An incredible resource of more accessible rides than those on OMTM.

Andy Palmquist
Andy Palmquist
17 days ago

100% agree on that. I really want to do some of the routes OMTM highlights, but when your shortest options are in the 50 mile range, it really isn’t accessible to folks who don’t have a ton of experience.

Stephen Scarich
Stephen Scarich
1 month ago

Be aware that this group has a very clear political orientation. If you are conservative politically, you are not welcome on their group rides. I went with them once, rode over with Linda’s husband. He asked many questions about my political beliefs. I thought it was kind of odd, but answered truthfully. I am a traditional Conservative (small government, no deficit spending, etc.). Nothing racist, homophobic or anything like that. The next time I showed up, they told me that I had to drive alone about 50 miles to the start of the ride from the meeting place. I e-mailed them the next day and asked them what’s up and their reply was ‘ you are a very strong rider, and we’re sure you can find other people to ride with, just not us’. I talked to another couple who had the exact same experience and no longer went on their rides.

Steven
Steven
1 month ago

Fun fact: the federal deficit has increased under every Republican president for the last 40 years.

Stephen Scarich
Stephen Scarich
1 month ago
Reply to  Steven

Who said anything about Republicans?
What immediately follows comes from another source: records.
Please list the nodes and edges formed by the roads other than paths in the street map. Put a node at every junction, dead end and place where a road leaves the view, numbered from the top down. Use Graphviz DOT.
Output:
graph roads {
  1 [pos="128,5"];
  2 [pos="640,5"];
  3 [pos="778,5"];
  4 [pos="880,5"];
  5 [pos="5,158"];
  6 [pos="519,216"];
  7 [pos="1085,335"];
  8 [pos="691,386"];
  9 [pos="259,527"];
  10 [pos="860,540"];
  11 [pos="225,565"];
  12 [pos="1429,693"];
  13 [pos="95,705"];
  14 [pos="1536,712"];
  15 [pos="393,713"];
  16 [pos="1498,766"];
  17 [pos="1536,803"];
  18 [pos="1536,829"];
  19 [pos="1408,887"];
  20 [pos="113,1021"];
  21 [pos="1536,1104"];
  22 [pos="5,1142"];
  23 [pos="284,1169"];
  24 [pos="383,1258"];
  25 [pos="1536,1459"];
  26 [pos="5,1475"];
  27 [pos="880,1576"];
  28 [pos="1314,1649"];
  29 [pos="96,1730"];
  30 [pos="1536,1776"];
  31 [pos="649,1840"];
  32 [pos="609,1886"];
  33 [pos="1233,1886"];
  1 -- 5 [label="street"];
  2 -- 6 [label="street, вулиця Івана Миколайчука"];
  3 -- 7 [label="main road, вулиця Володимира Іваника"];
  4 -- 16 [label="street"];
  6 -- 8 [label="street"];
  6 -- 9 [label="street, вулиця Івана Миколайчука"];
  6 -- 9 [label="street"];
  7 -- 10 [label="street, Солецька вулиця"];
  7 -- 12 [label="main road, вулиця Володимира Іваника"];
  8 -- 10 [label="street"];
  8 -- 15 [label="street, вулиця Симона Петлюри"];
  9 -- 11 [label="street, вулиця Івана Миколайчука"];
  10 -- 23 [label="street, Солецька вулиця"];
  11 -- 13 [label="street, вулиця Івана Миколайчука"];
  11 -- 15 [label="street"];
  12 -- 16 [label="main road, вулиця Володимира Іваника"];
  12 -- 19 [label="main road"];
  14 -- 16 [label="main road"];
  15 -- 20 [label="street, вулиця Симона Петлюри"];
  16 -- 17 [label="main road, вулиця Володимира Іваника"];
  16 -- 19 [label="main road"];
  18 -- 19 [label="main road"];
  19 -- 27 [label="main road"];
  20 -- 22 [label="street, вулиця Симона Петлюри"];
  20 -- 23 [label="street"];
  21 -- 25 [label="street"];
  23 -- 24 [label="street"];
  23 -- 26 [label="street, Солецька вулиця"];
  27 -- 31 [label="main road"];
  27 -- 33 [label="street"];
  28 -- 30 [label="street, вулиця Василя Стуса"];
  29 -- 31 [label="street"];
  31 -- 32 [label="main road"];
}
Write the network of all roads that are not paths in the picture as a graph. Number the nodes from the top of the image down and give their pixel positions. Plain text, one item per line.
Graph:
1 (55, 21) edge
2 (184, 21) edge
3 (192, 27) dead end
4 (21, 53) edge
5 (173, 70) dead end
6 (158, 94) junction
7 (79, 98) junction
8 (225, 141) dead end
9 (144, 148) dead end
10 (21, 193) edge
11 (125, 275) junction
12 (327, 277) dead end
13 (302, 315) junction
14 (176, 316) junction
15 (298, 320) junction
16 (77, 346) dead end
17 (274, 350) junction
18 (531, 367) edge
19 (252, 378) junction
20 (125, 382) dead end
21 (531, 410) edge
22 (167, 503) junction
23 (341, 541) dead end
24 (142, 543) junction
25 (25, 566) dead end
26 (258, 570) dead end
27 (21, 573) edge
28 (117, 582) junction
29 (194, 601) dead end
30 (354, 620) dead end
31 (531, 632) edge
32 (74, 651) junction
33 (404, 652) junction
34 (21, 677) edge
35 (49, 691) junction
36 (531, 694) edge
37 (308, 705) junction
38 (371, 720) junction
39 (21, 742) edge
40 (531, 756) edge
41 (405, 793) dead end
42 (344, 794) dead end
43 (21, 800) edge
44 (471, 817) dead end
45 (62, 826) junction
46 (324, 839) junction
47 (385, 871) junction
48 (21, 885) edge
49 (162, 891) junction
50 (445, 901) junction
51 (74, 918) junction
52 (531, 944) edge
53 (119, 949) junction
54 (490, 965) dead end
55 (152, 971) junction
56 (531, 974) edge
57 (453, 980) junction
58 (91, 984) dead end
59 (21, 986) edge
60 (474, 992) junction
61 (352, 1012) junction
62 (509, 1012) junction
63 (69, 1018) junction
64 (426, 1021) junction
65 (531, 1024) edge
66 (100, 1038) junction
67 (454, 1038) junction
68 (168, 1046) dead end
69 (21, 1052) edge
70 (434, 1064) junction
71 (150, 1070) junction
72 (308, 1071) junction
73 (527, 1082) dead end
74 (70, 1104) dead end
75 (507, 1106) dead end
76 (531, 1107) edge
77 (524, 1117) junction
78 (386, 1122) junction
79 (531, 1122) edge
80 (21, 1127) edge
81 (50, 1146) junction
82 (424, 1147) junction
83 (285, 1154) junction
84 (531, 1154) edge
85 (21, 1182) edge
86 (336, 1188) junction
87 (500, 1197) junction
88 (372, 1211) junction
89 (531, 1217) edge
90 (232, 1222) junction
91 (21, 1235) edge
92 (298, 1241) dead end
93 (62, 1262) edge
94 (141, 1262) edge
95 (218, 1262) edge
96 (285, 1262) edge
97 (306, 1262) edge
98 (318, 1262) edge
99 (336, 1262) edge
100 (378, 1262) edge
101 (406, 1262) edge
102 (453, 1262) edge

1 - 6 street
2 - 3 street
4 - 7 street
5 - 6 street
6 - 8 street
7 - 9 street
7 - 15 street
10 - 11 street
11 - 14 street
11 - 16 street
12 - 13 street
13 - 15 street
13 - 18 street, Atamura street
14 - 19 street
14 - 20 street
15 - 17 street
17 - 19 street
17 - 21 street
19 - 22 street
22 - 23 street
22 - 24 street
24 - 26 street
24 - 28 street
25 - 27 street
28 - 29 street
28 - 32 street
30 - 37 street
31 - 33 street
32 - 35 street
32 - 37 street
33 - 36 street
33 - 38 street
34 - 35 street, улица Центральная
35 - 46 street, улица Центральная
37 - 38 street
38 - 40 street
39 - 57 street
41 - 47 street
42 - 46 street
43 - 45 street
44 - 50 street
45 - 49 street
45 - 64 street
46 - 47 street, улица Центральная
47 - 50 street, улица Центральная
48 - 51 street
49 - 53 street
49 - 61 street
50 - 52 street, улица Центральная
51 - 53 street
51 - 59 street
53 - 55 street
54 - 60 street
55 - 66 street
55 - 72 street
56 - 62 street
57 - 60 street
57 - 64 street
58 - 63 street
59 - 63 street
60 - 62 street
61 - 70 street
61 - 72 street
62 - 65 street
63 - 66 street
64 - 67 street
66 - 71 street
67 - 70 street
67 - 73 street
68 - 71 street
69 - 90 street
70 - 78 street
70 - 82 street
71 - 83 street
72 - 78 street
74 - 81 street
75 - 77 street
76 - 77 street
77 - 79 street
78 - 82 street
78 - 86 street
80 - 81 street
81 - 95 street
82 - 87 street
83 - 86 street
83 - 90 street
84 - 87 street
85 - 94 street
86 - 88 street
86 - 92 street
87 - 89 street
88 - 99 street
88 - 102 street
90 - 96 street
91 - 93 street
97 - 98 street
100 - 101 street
Please don’t confuse Donald Trump with William F. Buckley, Jr. You have fallen for the most common mis-characterization of Conservatism as propagated by the drive-by (and lazy) media.

Steven
Steven
15 days ago

Buckley, who loved to complain about the “hundred-billion-dollar deficit”, was a strong supporter of Ronald Reagan. The deficit would increase to $175 billion under the Reagan administration.

Pete
Pete
11 days ago

I’ll give this a listen. I did one of Linda’s routes to Lost Lake last summer and it was pretty epic.